Labor rift developing over franchise frustration

South Australian MP Tony Piccolo raises possibilty of introducing Franchise legislation on a state level and laments the lack of federal action on a report recommending changes to the franchising industry.

WA Today
May 22, 2009

Labor rift developing over franchise frustration
Chalpat Sonti

The first signs of cracks between state and federal Labor MPs have appeared over the issue of reforming the troubled franchise industry.

While the Federal Government continues to sit on a report recommending changes to practices in the $128 billion-a-year industry, a frustrated leading state campaigner for reform says he will have no choice but to introduce his own laws if Canberra does nothing.

South Australian Labor Government MP Tony Piccolo, who was at the forefront of an inquiry into the industry in his home state, has written to federal small business minister Craig Emerson asking when the Federal Government will respond to a federal inquiry into the franchising code of conduct and what action it proposes to take.

That inquiry - tabled in Parliament in early December - garnered bipartisan political support, as did earlier state inquiries in WA and South Australia. All were brought on by deepening problems in the sector, which has taken several more hits in the aftermath of the global financial crisis, with several high-profile franchises going bust.

The federal inquiry made 11 recommendations, including the provision of good faith bargaining between franchisors and franchisees, enhanced powers for the Australian Competition and Consumer Commission, and monetary penalties for breaches of the code. The implementation of the state inquiry recommendations have been held back pending action on a federal level.

Most in the industry believe national laws are required, rather than state-based ones, in order to overcome some of the problems occurring in countries such as the US and Canada, where there are a myriad of different laws covering what are essentially national businesses.

But South Australia could introduce its own laws if the Federal Government does not act.

In his letter, a copy of which has been obtained by, Mr Piccolo says reform of the franchising code of conduct is "now urgent".

"ALP policy clearly supports the reform of the code," he wrote.

"The reforms proposed by the parliamentary committees are not about compensating or protecting people who make poor business decisions. They are about ensuring that when franchisors break the law there are effective (rather than theoretical) remedies for franchisees.

"I hope to be able to advise the (South Australian) Parliament that the Federal Government will be responding positiviely (in part or full) to the recommendations."

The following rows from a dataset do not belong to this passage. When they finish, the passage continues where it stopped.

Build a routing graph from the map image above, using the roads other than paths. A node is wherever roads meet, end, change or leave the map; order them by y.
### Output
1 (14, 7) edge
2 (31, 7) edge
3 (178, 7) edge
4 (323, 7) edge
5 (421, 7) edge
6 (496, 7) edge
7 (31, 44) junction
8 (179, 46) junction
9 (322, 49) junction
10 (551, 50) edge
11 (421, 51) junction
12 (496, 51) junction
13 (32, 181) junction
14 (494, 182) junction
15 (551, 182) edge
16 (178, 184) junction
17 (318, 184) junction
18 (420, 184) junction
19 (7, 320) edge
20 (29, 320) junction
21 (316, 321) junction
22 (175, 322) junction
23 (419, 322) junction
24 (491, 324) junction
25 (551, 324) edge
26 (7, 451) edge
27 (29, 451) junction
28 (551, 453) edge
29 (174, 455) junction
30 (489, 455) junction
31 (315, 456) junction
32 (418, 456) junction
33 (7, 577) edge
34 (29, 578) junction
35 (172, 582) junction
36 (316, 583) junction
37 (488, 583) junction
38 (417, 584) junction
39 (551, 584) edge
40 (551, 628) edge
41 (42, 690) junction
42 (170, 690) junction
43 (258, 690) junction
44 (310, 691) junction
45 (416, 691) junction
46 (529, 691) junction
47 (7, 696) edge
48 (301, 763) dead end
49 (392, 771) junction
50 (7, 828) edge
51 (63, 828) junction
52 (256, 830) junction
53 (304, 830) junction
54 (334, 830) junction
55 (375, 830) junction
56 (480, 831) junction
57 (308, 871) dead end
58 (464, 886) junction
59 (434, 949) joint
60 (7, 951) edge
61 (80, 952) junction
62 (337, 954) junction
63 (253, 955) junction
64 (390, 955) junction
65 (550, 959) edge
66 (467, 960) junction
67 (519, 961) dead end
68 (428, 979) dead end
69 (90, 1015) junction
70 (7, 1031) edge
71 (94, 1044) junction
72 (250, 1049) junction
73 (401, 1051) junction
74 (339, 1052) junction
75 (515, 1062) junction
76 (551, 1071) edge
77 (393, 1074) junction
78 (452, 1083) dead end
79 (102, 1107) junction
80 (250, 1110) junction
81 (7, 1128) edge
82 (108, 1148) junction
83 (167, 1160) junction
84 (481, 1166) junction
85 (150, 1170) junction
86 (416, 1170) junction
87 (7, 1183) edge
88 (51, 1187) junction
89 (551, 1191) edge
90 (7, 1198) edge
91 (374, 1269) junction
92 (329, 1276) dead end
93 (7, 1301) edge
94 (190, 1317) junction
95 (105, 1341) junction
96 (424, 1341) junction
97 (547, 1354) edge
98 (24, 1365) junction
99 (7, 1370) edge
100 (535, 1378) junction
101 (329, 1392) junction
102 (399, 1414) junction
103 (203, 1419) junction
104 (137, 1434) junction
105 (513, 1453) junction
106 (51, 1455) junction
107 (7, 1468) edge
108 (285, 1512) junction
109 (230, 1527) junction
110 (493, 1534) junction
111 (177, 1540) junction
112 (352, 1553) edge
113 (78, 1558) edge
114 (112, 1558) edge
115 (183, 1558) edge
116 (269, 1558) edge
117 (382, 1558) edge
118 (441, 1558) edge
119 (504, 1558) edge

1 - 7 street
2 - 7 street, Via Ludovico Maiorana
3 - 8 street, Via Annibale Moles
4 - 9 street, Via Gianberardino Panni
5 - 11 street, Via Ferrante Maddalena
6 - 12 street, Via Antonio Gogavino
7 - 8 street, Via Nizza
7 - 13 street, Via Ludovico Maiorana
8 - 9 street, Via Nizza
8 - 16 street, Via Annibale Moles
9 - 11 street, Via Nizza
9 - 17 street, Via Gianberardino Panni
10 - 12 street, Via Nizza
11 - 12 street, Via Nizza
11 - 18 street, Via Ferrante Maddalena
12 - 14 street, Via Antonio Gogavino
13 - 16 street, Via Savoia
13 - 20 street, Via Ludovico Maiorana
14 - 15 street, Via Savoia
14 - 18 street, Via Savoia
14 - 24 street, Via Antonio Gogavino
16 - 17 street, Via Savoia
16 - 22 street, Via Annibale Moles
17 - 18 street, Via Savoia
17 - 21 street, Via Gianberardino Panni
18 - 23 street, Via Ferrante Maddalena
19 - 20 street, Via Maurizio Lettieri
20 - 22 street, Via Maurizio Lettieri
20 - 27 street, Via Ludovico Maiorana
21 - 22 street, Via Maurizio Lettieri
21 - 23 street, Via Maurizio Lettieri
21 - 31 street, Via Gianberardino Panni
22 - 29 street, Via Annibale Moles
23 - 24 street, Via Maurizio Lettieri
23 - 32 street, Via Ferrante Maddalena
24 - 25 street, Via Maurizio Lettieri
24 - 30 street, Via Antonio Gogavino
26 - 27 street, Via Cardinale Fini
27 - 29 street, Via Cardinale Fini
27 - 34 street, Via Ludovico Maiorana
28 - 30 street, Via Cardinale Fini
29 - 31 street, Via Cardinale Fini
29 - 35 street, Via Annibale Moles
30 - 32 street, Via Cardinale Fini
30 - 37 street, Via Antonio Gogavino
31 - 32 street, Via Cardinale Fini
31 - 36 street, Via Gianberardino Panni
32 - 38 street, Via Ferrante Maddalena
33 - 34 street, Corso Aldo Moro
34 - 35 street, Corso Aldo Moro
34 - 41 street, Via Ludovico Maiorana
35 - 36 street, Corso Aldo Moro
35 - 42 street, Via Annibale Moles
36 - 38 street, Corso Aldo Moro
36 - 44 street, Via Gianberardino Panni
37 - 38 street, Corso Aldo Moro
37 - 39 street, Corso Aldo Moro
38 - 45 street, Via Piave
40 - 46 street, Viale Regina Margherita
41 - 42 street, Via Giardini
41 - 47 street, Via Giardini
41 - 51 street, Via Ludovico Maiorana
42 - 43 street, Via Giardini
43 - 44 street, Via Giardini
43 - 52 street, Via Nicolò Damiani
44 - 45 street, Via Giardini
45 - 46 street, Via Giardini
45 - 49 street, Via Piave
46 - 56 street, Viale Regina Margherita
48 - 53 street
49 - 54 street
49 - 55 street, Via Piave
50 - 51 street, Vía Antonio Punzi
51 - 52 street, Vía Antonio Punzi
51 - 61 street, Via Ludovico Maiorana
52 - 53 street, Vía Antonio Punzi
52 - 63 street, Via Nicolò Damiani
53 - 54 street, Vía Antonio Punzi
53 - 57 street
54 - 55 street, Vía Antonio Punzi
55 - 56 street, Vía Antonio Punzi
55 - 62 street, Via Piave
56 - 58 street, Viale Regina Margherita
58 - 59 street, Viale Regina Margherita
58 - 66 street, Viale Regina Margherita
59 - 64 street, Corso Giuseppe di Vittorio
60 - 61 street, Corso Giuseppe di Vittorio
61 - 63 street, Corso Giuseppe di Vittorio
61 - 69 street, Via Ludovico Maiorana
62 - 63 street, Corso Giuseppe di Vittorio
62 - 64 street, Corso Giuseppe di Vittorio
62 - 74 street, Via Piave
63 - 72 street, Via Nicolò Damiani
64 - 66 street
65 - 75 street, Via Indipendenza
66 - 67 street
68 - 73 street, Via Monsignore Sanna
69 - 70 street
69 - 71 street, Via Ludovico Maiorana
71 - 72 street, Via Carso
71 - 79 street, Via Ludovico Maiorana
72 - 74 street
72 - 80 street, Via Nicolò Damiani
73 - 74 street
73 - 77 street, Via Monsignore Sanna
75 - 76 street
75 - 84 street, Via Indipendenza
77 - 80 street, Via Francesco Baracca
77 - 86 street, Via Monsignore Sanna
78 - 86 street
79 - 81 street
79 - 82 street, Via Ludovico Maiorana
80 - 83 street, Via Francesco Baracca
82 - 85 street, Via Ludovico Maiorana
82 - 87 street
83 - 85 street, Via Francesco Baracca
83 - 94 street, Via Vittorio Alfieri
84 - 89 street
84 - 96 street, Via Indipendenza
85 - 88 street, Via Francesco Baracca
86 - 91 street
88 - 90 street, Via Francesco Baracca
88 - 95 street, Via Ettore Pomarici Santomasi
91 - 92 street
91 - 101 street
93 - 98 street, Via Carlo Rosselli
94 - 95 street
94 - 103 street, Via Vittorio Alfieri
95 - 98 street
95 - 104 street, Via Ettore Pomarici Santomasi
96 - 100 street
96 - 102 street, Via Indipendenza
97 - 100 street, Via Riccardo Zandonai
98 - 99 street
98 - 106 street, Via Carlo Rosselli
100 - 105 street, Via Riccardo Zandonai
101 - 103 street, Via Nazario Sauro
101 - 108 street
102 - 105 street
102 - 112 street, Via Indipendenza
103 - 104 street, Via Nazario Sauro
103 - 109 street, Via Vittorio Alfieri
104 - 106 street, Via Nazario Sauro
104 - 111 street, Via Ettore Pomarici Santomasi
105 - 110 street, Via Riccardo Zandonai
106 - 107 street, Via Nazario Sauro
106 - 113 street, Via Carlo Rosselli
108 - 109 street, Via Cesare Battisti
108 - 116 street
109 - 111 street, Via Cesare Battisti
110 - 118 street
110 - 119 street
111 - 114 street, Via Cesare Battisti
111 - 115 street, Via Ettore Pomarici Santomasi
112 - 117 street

Mr Piccolo told that while he appreciated it took the Federal Government time to respond to inquiries, it had been almost six months since the federal inquiry reported.

"My concerns is that (Dr Emerson) has made comments which suggest nothing much will happen," he said.

"If that's the case, it's of great concern. Three different, independent inquiries have recommended something be done."

On June 18 it would be one year since the South Australian inquiry report was tabled in its parliament, and "I'm hopeful by then (Dr Emerson) would have written to me".

"If not, I'll be outlining what action I'll take," he said.

That could mean introducing state laws.

"Having state-based laws is not desirable, but how long do you wait?," he said.

"It's certainly not up to me to build pressure on a federal minister of my own party but I have to communicate concern from the ground level and I'm getting one or two concerns every week from franchisees."

In uncertain economic times, many were turning to franchises to "buy a job", but there was "less protection for someone investing $400,000 in a franchise than someone putting $20 in the stockmarket", Mr Piccolo said.

Dr Emerson's office has not responded to numerous inquiries from about the progress of the recommendations, and again did not respond this week.

His silence on the matter has led many in the industry to believe he would prefer to see the report shelved. He has met with the Franchising Council of Australia and the ACCC, but has yet to indicate when, or indeed if, there will be any public consultation.

Franchisees also indicate he was happy to meet them while in Opposition, but refuses to do so in Government.

Mr Piccolo said the FCA was clearly against implementing the federal recommendations - "they say it's the franchisees own fault when everything goes bad"" - and only represented franchisors.

Franchising expert Frank Zumbo, an associate professor in business law at the University of NSW, said he "applauded" Mr Piccolo's actions.

"(He) is absolutely correct that reform of the franchising code is urgently needed and unless the (federal) recommendations are quickly implemented the current problems within the franchising sector will get much worse," Mr Zumbo said.

"The… recommendations are pro-franchising and will promote a stronger and more prosperous franchising sector."

Delays in implementing the recommendations was "giving rogue franchisors the green light to continue to exploit vulnerable franchisees".

Meanwhile, a report released yesterday commissioned for franchisors - including the FCA - says previous changes to the code of conduct had cost franchisors more than $9 million in legal fees to update agreements and documentation.

Ian Krawitz, head of intelligence at market research company 10 Thousand Feet, which carried out the analysis, said the majority of franchisors experienced little or no impact on recruitment processes which indicated the industry was "already operating with a high level of integrity".